• **REQUIREMENT**: Retype the listing that follows without a single change.

☆ ☆ ☆ ☆ ☆ ☆ ☆

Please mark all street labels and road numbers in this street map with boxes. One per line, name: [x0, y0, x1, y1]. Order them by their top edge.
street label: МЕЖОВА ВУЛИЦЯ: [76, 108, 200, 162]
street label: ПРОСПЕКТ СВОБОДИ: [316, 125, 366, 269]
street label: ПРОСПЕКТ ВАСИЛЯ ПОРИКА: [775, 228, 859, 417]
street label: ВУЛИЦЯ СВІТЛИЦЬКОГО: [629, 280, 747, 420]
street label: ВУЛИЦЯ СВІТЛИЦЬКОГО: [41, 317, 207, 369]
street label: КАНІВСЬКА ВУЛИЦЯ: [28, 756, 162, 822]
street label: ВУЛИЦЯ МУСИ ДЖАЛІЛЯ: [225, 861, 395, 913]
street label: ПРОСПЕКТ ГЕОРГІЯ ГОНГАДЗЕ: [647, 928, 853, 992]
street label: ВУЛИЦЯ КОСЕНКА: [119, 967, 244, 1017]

☆ ☆ ☆ ☆ ☆ ☆ ☆

• **RESULT OF THIS EXERCISE**:
Please mark all street labels and road numbers in this street map with boxes. One per line, name: [x0, y0, x1, y1]. Order them by their top edge.
street label: МЕЖОВА ВУЛИЦЯ: [76, 108, 200, 162]
street label: ПРОСПЕКТ СВОБОДИ: [316, 125, 366, 269]
street label: ПРОСПЕКТ ВАСИЛЯ ПОРИКА: [775, 228, 859, 417]
street label: ВУЛИЦЯ СВІТЛИЦЬКОГО: [629, 280, 747, 420]
street label: ВУЛИЦЯ СВІТЛИЦЬКОГО: [41, 317, 207, 369]
street label: КАНІВСЬКА ВУЛИЦЯ: [28, 756, 162, 822]
street label: ВУЛИЦЯ МУСИ ДЖАЛІЛЯ: [225, 861, 395, 913]
street label: ПРОСПЕКТ ГЕОРГІЯ ГОНГАДЗЕ: [647, 928, 853, 992]
street label: ВУЛИЦЯ КОСЕНКА: [119, 967, 244, 1017]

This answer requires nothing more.